- Date:
- Spring 2007, Thursdays 4:00 - 6:30pm, with 4 international participating sites.
- Instructor:
- Prof.
John M. Abowd (john.abowd@cornell.edu)
- Sponsor:
-
This course
is sponsored by the National Science Foundation Information Technologies
Research Program under grant SES #0427889 .
The course is designed to teach students all the basics required to acquire and
transform raw information into social and economic data. Legal, statistical,
computing, and social science aspects of the data "production" process
will be treated. Major emphasis will be placed on U.S. Census data that
are accessible from the Census Bureau's Research Data Center network.
This version of the course has been specially prepared for graduate students
who are planning to use RDC-based data or are seriously considering it.
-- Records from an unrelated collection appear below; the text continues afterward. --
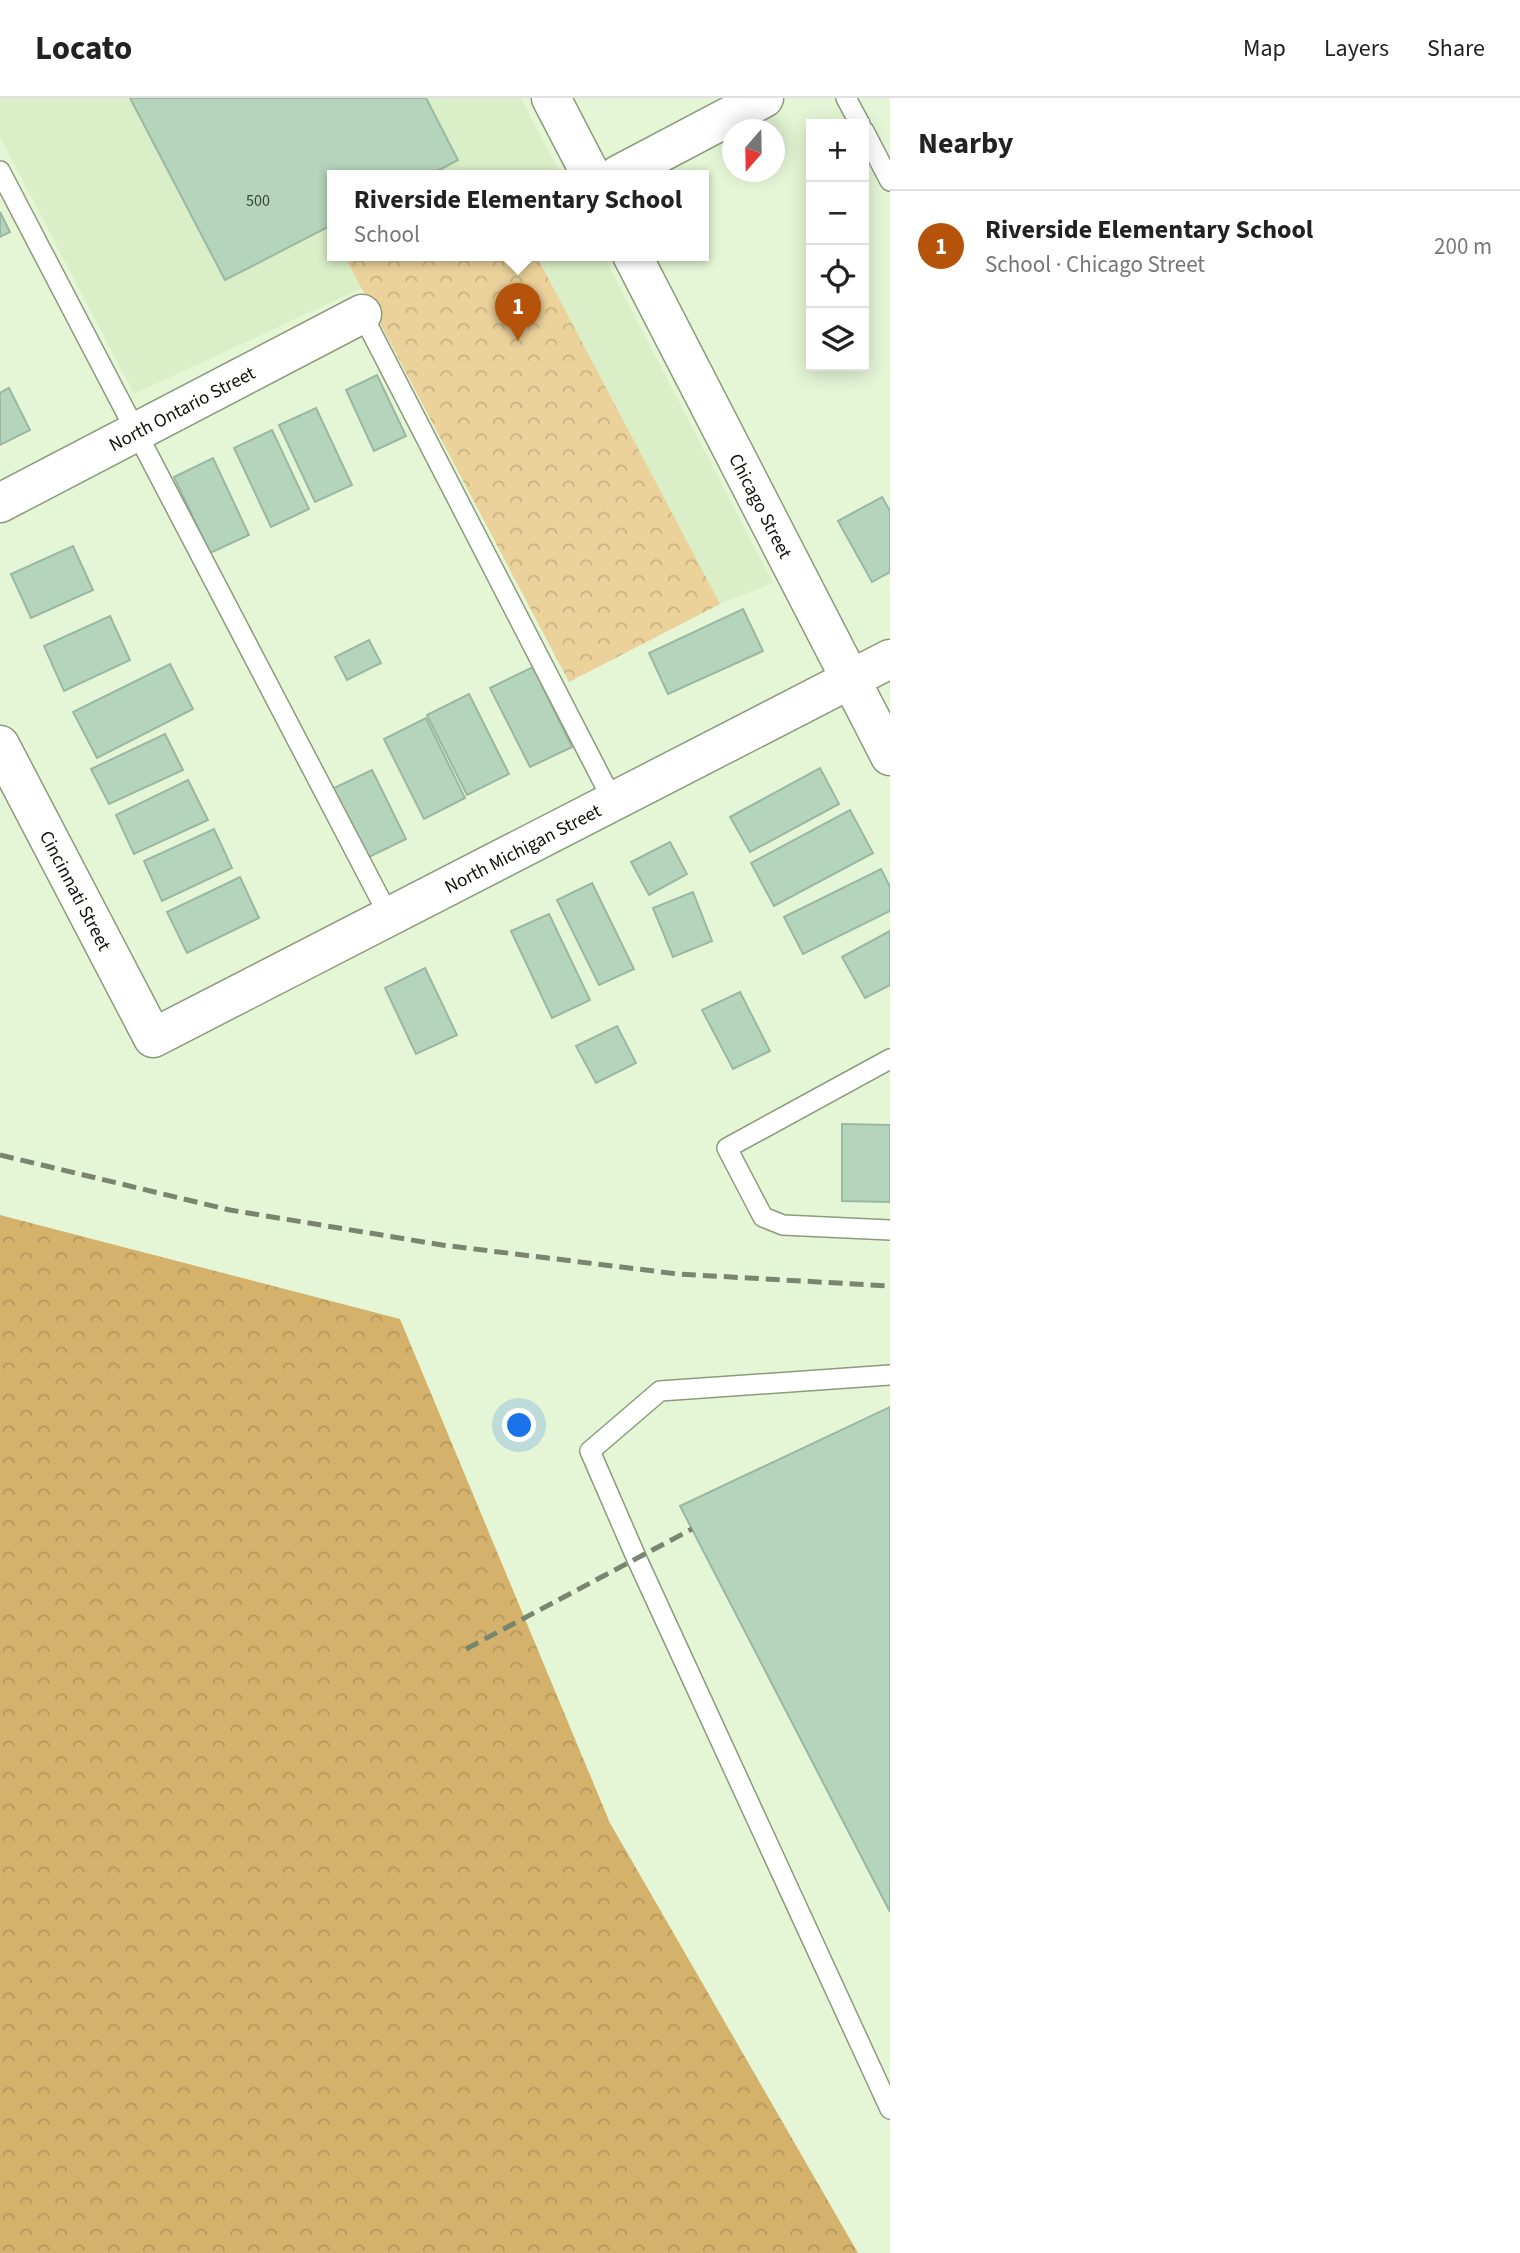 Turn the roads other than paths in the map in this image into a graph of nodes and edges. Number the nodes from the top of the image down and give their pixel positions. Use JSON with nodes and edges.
{"nodes":[{"id":1,"x":551,"y":98,"type":"edge"},
{"id":2,"x":764,"y":98,"type":"edge"},
{"id":3,"x":846,"y":98,"type":"edge"},
{"id":4,"x":857,"y":119,"type":"edge"},
{"id":5,"x":869,"y":141,"type":"edge"},
{"id":6,"x":588,"y":170,"type":"edge"},
{"id":7,"x":627,"y":170,"type":"edge"},
{"id":8,"x":0,"y":171,"type":"edge"},
{"id":9,"x":890,"y":181,"type":"edge"},
{"id":10,"x":635,"y":261,"type":"edge"},
{"id":11,"x":362,"y":314,"type":"joint"},
{"id":12,"x":136,"y":432,"type":"junction"},
{"id":13,"x":0,"y":503,"type":"edge"},
{"id":14,"x":890,"y":659,"type":"edge"},
{"id":15,"x":849,"y":680,"type":"junction"},
{"id":16,"x":0,"y":745,"type":"edge"},
{"id":17,"x":890,"y":756,"type":"edge"},
{"id":18,"x":613,"y":801,"type":"junction"},
{"id":19,"x":389,"y":916,"type":"junction"},
{"id":20,"x":153,"y":1038,"type":"joint"},
{"id":21,"x":890,"y":1059,"type":"edge"},
{"id":22,"x":890,"y":1230,"type":"edge"},
{"id":23,"x":890,"y":1375,"type":"edge"},
{"id":24,"x":890,"y":2109,"type":"edge"}],
"edges":[{"from":1,"to":6,"type":"street"},
{"from":2,"to":7,"type":"street"},
{"from":3,"to":4,"type":"lane"},
{"from":5,"to":9,"type":"lane"},
{"from":8,"to":12,"type":"lane"},
{"from":10,"to":15,"type":"street","name":"Chicago Street"},
{"from":11,"to":12,"type":"street","name":"North Ontario Street"},
{"from":11,"to":18,"type":"lane"},
{"from":12,"to":13,"type":"street","name":"North Ontario Street"},
{"from":12,"to":19,"type":"lane"},
{"from":14,"to":15,"type":"street","name":"North Michigan Street"},
{"from":15,"to":17,"type":"street","name":"Chicago Street"},
{"from":15,"to":18,"type":"street","name":"North Michigan Street"},
{"from":16,"to":20,"type":"street","name":"Cincinnati Street"},
{"from":18,"to":19,"type":"street","name":"North Michigan Street"},
{"from":19,"to":20,"type":"street","name":"North Michigan Street"},
{"from":21,"to":22,"type":"lane"},
{"from":23,"to":24,"type":"lane"}]} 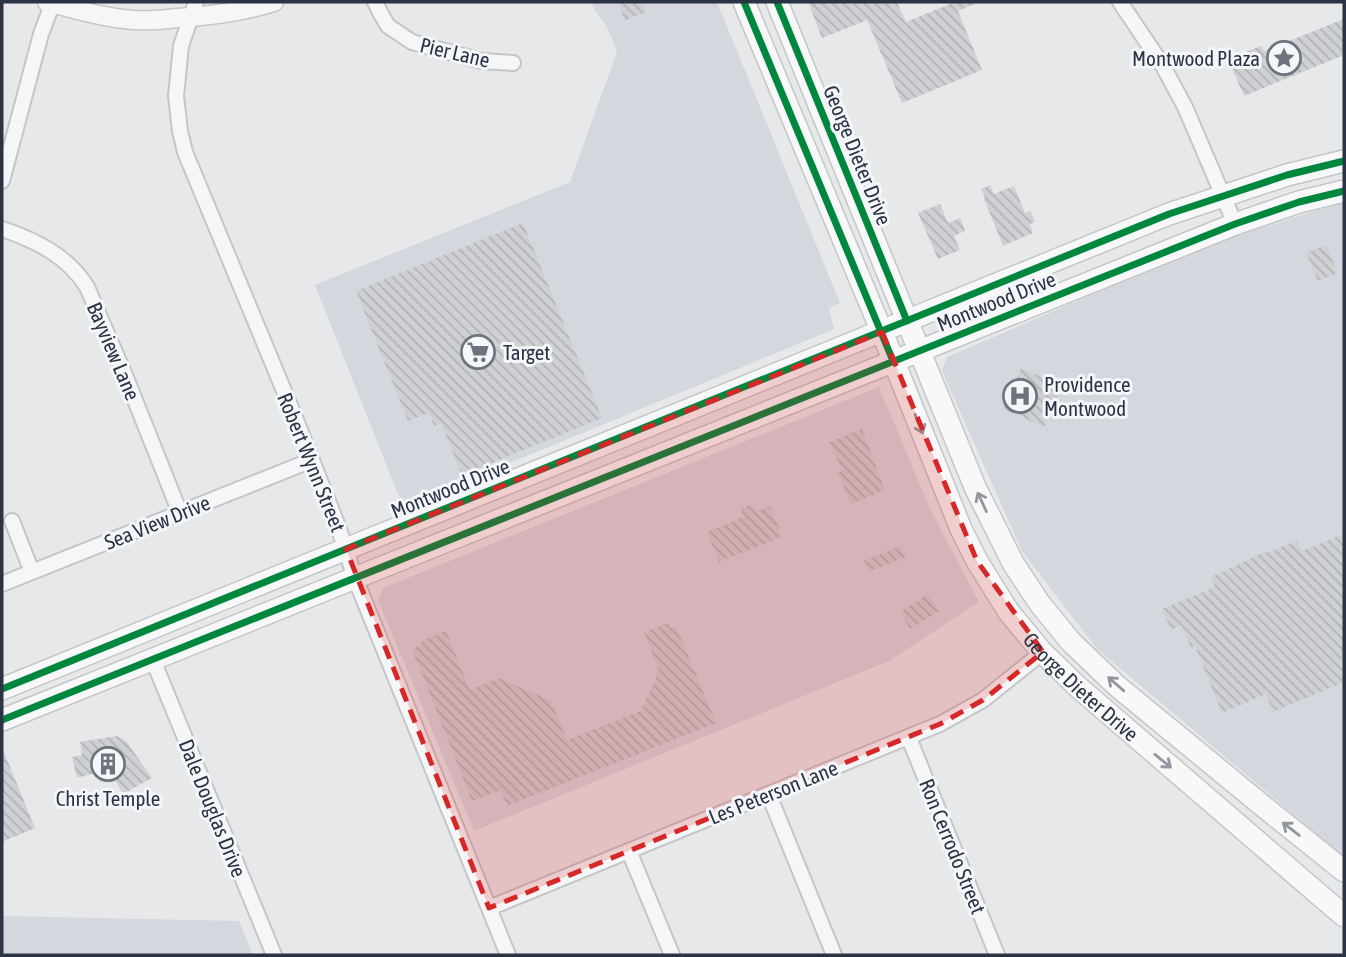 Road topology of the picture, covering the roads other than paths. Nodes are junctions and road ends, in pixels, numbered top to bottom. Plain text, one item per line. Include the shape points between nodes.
1 (51, 2) edge
2 (274, 2) edge
3 (375, 2) edge
4 (744, 2) edge
5 (777, 2) edge
6 (1120, 2) edge
7 (194, 9) edge
8 (513, 63) dead end
9 (804, 67) junction
10 (776, 79) junction
11 (1344, 161) edge
12 (2, 181) edge
13 (1343, 190) edge
14 (1223, 196) junction
15 (1235, 223) junction
16 (2, 229) edge
17 (907, 321) junction
18 (882, 332) junction
19 (919, 351) junction
20 (893, 361) junction
21 (635, 433) junction
22 (312, 460) junction
23 (646, 460) junction
24 (180, 513) junction
25 (12, 521) dead end
26 (346, 549) junction
27 (32, 572) junction
28 (355, 578) junction
29 (2, 584) edge
30 (1065, 635) junction
31 (1043, 652) junction
32 (153, 660) junction
33 (2, 689) edge
34 (2, 720) edge
35 (909, 738) junction
36 (769, 795) junction
37 (629, 851) junction
38 (1344, 871) edge
39 (489, 908) junction
40 (1344, 916) edge
41 (274, 955) edge
42 (508, 955) edge
43 (672, 955) edge
44 (834, 955) edge
45 (998, 955) edge

1 - 7 street via 132,20
1 - 12 street
2 - 7 street via 226,14
3 - 8 street, Pier Lane via 388,26 412,42 481,61
4 - 10 main road, George Dieter Drive
5 - 9 main road, George Dieter Drive
6 - 14 street via 1185,107
7 - 22 street, Robert Wynn Street via 181,46 176,96 185,152
9 - 10 main road
9 - 17 main road, George Dieter Drive
10 - 18 main road, George Dieter Drive
11 - 14 main road, Montwood Drive
13 - 15 main road, Montwood Drive
14 - 15 street
14 - 17 main road, Montwood Drive
15 - 19 main road, Montwood Drive
16 - 24 street, Bayview Lane via 43,245 82,279
17 - 18 main road, Montwood Drive
17 - 19 main road, George Dieter Drive
18 - 20 main road, George Dieter Drive
18 - 21 main road, Montwood Drive
19 - 20 main road, Montwood Drive
30 -> 19 main road, George Dieter Drive via 1013,563 989,519
20 - 23 main road, Montwood Drive
20 -> 31 main road, George Dieter Drive via 976,561 1008,611
21 - 23 main road
21 - 26 main road, Montwood Drive
22 - 24 street, Sea View Drive
22 - 26 street, Robert Wynn Street
23 - 28 main road, Montwood Drive
24 - 27 street, Sea View Drive
25 - 27 street
26 - 28 street, Robert Wynn Street
26 - 33 main road, Montwood Drive
27 - 29 street, Sea View Drive
28 - 32 main road, Montwood Drive
28 - 39 street, Robert Wynn Street
30 - 31 main road
38 -> 30 main road, George Dieter Drive via 1117,686
31 - 35 street, Les Peterson Lane via 983,700
31 -> 40 main road, George Dieter Drive via 1095,703
32 - 34 main road, Montwood Drive
32 - 41 street, Dale Douglas Drive
35 - 36 street, Les Peterson Lane
35 - 45 street, Ron Cerrodo Street
36 - 37 street, Les Peterson Lane
36 - 44 street
37 - 39 street, Les Peterson Lane
37 - 43 street
39 - 42 street, Robert Wynn Street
RDC-based data products covered include the new Longitudinal Employer-Household
Dynamics (LEHD) micro data; the Longitudinal Business Database (LBD) and
its predecessor the Longitudinal Research Database (LRD); internal versions
of the Survey of Income and Program Participation (SIPP), Current Population
Survey (CPS), American Community Survey (ACS), American Housing Survey
(AHS), and the 1990 and 2000 Decennial Census of Population and Housing;
the Employer Business Register (BR and SSEL); the Censuses and Annual
Surveys of Manufactures, Mining, Services, Retail Trade, Wholesale Trade,
Construction, Transportation, Communications, and Utilities; Business
Expenditures Survey; Characteristics of Business Owners; and others. Students
will be introduced to the NSF-sponsored Virtual Research Data Center.
Core topics include:
- Basic statistical principles of populations and sampling frames
- Acquiring data via samples, censuses, administrative records, and transaction logging
- Law, economics and statistics of data privacy and confidentiality protection
- Data linking and integration techniques (probabilistic record linking; multivariate statistical matching)
- Data imputation techniques
- Analytic methods for complex linked data sets